■ ACTION ITEM ■
In the records below, find the line with "context.font = font + ' Roboto,sans-serif';" and the line with "M 69,72 L 78,86 L 67,93 L 58,79 Z"; return exactly those lines and every line between them.

■ RECORDS FOR THIS EXERCISE ■
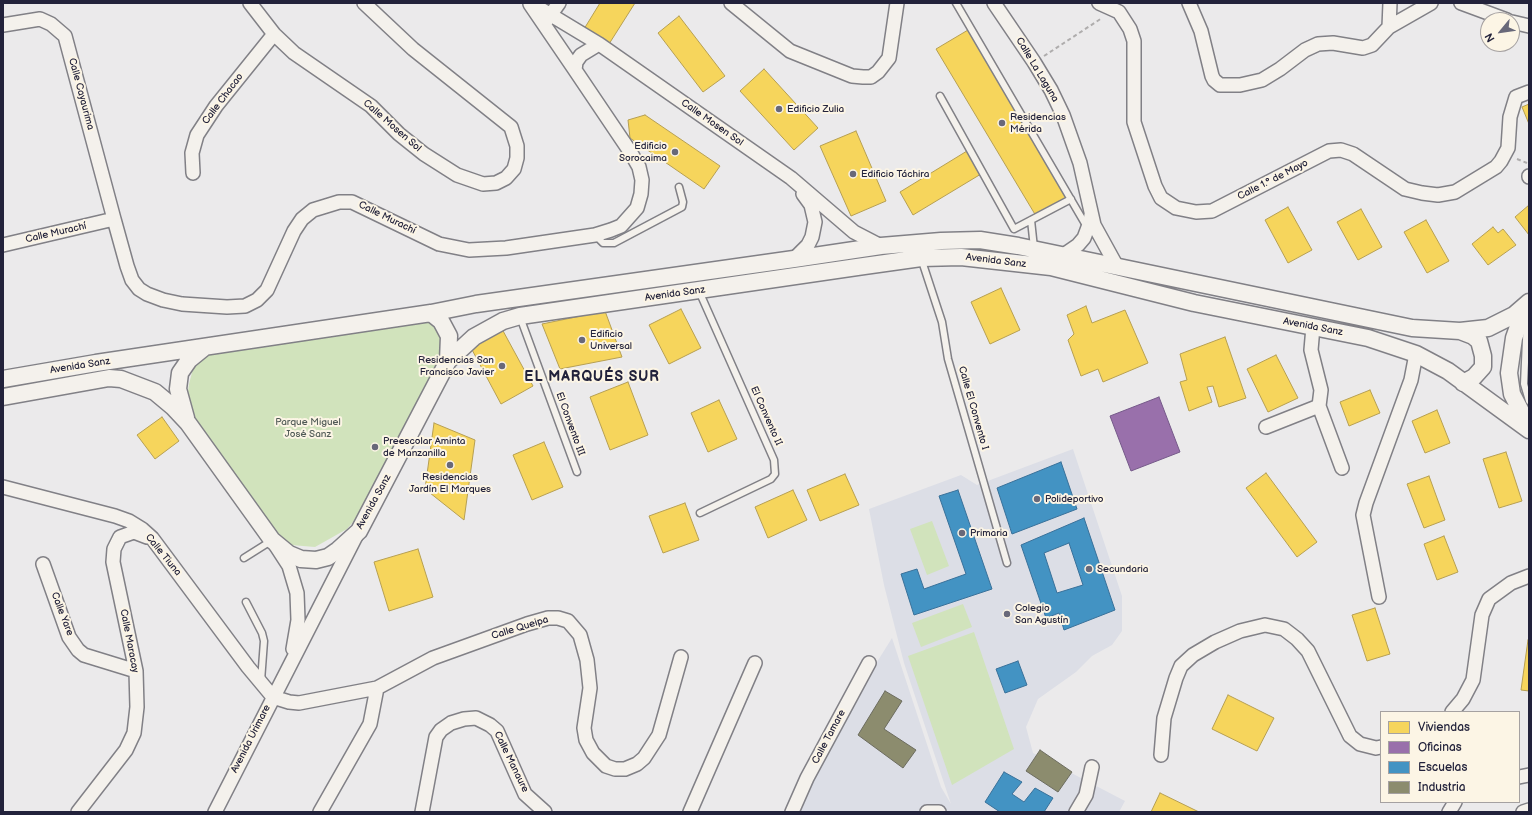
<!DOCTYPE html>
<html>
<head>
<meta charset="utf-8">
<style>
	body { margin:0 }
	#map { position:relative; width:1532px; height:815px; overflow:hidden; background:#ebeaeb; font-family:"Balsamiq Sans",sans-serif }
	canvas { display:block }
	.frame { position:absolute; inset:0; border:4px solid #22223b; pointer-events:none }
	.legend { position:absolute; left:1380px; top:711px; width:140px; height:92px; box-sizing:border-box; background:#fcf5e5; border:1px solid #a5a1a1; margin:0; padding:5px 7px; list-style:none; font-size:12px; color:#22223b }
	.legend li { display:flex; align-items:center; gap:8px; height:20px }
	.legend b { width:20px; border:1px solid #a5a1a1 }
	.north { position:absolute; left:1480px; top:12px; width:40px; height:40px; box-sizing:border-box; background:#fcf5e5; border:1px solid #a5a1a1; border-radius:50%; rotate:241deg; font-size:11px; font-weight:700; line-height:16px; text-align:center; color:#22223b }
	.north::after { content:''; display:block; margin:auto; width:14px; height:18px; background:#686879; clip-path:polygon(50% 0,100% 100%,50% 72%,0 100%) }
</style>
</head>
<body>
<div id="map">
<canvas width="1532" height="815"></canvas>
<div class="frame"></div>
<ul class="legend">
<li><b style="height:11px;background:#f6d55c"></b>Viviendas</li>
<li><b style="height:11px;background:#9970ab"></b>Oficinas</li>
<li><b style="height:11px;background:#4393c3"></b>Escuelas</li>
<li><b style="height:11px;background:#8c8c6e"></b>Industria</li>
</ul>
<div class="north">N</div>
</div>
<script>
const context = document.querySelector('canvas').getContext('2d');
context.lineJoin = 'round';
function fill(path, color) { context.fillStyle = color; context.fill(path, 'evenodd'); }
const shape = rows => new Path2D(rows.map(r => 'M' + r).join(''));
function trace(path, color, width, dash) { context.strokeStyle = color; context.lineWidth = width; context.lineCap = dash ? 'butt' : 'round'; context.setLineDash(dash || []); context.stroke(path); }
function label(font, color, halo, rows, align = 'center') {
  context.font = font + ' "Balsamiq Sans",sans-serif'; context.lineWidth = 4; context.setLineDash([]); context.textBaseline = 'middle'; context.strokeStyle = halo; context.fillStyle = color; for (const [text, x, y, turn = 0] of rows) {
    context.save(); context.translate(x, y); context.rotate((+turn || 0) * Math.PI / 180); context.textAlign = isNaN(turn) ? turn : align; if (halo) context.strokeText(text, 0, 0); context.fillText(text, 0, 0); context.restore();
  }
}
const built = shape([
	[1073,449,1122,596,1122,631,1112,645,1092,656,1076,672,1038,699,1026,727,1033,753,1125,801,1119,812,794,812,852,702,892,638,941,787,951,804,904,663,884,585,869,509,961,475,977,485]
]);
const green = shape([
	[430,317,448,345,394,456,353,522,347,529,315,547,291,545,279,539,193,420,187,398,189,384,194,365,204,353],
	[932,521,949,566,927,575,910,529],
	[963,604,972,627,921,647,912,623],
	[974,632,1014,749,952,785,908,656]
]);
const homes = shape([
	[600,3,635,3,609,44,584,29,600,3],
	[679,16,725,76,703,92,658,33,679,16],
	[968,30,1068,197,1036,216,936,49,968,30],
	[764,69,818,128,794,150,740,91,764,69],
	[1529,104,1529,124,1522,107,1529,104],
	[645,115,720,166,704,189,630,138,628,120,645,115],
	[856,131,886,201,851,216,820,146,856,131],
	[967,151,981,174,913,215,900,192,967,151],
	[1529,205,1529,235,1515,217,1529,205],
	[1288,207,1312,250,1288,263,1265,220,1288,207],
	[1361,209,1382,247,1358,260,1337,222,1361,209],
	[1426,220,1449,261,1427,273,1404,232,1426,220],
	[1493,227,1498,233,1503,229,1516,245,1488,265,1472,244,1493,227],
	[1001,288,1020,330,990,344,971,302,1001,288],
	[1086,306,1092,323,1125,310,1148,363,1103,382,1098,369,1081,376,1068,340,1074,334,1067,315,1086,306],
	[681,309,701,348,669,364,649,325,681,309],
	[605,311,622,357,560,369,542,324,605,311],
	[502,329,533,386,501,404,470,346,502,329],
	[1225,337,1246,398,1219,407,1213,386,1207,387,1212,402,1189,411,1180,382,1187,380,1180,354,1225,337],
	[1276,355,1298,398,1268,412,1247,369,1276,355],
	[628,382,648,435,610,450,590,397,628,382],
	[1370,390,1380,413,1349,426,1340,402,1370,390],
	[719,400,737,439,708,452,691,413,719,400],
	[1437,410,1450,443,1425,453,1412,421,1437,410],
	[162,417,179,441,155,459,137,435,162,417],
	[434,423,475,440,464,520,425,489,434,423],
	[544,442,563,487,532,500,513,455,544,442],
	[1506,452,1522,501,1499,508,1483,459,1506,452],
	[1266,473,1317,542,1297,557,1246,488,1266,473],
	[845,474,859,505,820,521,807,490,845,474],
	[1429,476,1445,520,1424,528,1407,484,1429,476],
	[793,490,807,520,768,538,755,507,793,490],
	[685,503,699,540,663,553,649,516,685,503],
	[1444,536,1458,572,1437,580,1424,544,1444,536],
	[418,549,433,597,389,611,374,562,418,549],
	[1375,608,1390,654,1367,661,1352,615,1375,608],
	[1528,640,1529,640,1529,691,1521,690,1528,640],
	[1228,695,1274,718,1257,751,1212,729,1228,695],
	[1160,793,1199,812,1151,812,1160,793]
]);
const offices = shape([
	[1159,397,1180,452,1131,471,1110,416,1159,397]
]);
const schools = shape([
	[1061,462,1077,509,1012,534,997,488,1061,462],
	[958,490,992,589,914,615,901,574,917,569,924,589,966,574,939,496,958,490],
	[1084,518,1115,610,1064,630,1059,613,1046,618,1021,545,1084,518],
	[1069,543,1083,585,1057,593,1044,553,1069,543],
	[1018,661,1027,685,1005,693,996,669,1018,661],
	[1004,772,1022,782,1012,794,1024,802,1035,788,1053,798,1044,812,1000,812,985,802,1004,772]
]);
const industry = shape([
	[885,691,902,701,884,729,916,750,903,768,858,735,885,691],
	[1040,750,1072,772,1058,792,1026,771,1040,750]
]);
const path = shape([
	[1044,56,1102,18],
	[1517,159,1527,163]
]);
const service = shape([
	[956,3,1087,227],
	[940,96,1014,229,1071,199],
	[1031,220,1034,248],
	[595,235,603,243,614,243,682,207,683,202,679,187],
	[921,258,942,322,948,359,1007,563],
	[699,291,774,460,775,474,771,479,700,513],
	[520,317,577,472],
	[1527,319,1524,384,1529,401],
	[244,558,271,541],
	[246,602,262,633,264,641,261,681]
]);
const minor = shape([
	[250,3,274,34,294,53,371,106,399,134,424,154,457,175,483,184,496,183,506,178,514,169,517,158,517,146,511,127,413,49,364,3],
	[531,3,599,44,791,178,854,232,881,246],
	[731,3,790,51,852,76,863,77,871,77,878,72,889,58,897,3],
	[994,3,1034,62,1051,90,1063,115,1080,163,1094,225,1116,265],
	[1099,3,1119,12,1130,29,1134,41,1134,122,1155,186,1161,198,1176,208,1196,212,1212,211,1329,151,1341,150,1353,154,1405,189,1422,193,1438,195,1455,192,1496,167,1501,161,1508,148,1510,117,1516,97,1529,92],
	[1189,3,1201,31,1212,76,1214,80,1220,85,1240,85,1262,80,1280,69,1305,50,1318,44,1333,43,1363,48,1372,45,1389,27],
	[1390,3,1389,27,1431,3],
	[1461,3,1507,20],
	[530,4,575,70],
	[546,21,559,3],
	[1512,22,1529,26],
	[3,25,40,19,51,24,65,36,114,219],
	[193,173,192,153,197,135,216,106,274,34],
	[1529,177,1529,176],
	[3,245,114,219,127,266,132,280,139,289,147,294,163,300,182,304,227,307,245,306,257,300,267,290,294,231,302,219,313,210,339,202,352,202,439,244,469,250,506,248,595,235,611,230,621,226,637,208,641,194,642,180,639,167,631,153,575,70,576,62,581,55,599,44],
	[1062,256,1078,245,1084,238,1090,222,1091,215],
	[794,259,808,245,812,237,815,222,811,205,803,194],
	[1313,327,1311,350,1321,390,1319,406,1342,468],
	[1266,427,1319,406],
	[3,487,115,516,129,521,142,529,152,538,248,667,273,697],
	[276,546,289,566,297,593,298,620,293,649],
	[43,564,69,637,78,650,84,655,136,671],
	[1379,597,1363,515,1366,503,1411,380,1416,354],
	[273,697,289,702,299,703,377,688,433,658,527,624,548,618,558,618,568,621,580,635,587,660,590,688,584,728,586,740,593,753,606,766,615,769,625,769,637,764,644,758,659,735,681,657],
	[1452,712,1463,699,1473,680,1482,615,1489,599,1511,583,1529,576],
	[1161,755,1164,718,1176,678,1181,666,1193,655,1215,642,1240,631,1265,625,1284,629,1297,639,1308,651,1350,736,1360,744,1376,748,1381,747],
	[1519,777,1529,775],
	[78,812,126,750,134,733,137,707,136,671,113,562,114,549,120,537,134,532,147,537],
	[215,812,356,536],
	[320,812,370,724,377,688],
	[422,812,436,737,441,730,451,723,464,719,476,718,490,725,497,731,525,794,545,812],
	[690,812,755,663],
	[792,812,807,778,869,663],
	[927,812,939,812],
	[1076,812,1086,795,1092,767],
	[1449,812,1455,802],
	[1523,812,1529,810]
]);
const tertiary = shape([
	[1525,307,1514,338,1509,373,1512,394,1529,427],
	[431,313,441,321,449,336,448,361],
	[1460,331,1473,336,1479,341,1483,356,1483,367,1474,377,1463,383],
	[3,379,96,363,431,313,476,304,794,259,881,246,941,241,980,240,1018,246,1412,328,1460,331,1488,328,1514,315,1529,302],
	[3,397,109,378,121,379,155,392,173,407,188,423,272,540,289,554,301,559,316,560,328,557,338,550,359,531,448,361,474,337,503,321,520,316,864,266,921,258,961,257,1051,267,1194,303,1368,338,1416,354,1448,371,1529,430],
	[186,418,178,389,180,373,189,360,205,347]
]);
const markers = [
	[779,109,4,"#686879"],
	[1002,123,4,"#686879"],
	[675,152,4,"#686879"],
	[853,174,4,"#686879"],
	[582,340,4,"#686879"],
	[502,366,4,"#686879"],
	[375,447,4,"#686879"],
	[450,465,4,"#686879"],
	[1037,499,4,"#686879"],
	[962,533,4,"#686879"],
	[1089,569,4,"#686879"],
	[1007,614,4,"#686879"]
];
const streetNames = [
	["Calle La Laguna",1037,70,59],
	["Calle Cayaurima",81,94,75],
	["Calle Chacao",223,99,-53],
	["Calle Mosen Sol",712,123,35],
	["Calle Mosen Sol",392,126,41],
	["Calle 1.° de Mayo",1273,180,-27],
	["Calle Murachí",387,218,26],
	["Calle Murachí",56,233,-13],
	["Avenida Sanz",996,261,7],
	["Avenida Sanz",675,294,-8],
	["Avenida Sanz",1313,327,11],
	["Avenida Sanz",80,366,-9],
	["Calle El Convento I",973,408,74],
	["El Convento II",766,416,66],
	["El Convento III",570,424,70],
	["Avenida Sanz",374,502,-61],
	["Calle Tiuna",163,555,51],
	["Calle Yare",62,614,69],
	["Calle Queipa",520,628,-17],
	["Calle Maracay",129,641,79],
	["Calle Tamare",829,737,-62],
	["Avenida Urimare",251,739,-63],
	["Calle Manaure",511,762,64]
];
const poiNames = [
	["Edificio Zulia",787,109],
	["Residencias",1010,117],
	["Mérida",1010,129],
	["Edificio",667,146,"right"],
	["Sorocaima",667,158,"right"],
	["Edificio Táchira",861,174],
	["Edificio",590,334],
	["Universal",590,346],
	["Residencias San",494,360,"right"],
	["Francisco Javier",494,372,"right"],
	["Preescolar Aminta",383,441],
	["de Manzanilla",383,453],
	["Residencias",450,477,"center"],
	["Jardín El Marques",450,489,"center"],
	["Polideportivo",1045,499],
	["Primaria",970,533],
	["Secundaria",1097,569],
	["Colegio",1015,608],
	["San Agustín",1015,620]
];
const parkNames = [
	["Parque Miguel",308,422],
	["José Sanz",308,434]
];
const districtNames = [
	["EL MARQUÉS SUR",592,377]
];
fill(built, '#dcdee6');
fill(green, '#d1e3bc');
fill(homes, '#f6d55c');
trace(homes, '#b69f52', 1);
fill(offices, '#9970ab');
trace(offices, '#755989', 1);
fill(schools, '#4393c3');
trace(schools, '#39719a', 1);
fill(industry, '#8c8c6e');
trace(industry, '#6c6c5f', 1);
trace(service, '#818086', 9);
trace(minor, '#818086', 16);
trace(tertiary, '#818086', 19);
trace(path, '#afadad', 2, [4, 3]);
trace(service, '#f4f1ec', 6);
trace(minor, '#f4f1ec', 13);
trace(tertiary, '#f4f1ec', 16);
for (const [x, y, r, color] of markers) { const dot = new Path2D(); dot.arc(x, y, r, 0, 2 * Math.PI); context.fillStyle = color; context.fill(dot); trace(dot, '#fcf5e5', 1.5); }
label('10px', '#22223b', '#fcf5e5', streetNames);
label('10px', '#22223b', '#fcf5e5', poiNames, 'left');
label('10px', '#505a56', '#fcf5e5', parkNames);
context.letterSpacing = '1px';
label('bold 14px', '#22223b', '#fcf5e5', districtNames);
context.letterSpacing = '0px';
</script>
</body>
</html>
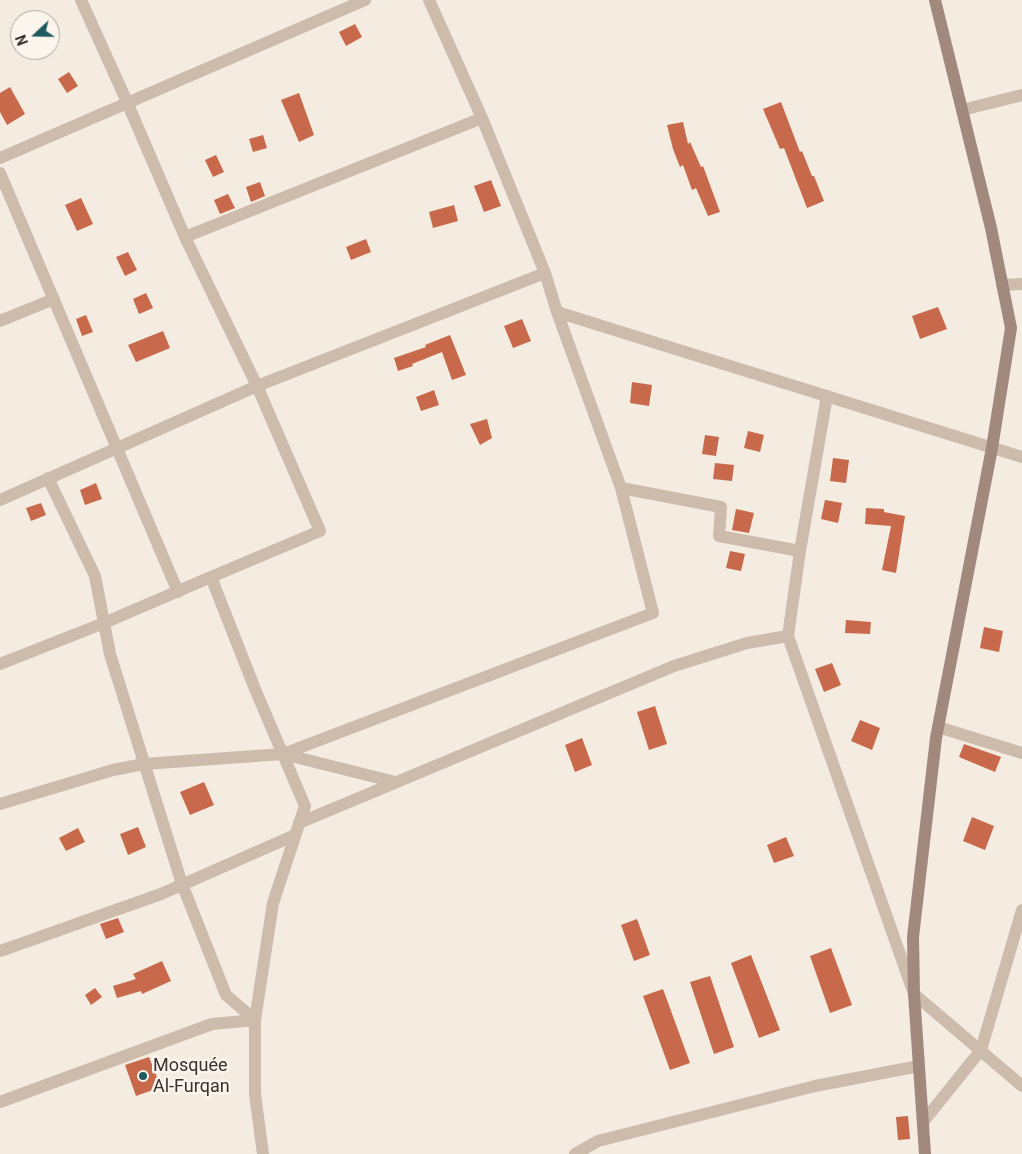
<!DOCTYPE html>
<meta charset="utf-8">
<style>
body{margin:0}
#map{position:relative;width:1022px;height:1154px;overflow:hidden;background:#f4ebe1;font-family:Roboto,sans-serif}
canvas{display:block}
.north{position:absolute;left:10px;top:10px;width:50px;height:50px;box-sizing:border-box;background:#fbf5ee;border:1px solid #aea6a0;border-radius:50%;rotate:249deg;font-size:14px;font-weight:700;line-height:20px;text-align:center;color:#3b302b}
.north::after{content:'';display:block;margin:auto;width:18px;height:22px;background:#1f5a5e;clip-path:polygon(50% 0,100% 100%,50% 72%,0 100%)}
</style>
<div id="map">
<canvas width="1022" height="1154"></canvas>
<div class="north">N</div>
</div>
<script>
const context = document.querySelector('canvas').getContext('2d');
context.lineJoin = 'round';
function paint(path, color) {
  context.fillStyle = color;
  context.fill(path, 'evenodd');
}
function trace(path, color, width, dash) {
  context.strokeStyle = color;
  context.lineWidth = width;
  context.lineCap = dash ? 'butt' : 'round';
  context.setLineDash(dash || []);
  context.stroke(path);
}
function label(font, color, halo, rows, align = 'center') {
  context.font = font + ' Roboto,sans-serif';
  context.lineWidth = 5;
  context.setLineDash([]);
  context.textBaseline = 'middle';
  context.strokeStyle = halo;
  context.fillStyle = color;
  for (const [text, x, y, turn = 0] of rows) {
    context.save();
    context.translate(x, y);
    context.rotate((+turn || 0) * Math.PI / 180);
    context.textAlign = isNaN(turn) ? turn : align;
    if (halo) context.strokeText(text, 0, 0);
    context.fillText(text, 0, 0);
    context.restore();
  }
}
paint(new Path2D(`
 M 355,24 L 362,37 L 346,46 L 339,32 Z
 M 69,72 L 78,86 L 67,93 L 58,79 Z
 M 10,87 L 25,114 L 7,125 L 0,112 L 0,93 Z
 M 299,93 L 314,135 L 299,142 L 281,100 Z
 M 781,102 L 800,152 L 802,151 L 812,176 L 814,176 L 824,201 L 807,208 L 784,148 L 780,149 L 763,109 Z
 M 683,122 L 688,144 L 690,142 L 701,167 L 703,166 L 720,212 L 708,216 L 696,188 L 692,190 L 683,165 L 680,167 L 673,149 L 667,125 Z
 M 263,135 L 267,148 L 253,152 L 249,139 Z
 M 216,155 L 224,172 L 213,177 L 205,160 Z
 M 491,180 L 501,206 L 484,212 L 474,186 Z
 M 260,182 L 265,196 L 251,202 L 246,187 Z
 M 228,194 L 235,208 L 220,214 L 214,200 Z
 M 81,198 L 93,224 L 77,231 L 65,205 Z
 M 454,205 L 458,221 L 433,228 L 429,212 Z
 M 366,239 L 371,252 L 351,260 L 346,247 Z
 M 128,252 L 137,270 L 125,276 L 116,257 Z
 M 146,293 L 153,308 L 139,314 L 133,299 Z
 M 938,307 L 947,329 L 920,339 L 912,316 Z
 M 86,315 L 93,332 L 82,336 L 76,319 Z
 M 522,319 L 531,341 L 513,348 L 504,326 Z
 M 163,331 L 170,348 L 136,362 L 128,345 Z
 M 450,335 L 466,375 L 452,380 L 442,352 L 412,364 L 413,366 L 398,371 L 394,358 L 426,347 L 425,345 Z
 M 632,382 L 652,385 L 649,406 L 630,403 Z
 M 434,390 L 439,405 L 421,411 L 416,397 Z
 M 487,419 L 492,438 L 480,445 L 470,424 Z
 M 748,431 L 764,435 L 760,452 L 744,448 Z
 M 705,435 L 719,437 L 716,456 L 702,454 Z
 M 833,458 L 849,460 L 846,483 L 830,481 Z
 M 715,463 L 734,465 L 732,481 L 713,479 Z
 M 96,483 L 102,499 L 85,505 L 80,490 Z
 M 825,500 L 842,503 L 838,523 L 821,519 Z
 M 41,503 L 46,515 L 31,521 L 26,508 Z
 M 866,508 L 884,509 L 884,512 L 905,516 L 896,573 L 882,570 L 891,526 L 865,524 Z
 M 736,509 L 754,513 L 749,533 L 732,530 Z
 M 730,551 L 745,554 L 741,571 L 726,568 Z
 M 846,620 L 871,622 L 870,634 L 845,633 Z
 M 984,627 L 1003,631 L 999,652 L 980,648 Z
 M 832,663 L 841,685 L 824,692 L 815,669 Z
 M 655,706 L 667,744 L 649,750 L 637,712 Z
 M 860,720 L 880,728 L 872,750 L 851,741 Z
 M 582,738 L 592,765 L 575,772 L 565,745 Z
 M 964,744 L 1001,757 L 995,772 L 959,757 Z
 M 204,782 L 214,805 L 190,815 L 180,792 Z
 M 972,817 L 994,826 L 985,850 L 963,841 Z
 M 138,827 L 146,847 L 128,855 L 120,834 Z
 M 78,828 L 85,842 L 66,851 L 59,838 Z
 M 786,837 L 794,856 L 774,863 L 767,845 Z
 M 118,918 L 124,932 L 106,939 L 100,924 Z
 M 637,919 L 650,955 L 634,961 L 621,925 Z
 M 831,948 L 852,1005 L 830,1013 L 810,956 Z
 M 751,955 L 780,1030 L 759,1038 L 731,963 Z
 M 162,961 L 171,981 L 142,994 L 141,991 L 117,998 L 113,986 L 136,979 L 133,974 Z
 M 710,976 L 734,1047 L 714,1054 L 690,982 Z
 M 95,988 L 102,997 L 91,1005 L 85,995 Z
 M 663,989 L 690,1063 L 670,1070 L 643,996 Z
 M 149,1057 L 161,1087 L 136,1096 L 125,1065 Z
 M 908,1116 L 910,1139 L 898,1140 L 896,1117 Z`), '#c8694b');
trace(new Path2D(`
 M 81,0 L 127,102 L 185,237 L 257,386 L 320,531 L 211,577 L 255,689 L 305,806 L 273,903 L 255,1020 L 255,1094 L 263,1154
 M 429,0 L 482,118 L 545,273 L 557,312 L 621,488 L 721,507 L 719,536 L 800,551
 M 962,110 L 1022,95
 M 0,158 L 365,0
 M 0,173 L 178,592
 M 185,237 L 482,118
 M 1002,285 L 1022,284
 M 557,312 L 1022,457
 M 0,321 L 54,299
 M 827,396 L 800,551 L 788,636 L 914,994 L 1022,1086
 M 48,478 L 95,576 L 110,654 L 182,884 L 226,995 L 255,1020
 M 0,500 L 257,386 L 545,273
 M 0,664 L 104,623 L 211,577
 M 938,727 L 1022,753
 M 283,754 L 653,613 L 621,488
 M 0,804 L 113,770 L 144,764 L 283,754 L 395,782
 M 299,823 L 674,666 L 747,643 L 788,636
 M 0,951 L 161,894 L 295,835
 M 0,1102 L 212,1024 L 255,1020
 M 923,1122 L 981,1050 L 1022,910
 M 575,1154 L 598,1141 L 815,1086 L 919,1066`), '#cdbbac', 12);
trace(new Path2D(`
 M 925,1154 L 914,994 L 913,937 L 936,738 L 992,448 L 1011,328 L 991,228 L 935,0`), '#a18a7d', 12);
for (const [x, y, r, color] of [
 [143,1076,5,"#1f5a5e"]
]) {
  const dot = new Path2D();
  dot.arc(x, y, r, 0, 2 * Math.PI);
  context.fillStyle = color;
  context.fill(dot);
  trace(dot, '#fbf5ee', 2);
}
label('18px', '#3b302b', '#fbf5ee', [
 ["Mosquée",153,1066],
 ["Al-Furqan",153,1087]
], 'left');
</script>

■ TASK SOLUTION ■
  context.font = font + ' Roboto,sans-serif';
  context.lineWidth = 5;
  context.setLineDash([]);
  context.textBaseline = 'middle';
  context.strokeStyle = halo;
  context.fillStyle = color;
  for (const [text, x, y, turn = 0] of rows) {
    context.save();
    context.translate(x, y);
    context.rotate((+turn || 0) * Math.PI / 180);
    context.textAlign = isNaN(turn) ? turn : align;
    if (halo) context.strokeText(text, 0, 0);
    context.fillText(text, 0, 0);
    context.restore();
  }
}
paint(new Path2D(`
 M 355,24 L 362,37 L 346,46 L 339,32 Z
 M 69,72 L 78,86 L 67,93 L 58,79 Z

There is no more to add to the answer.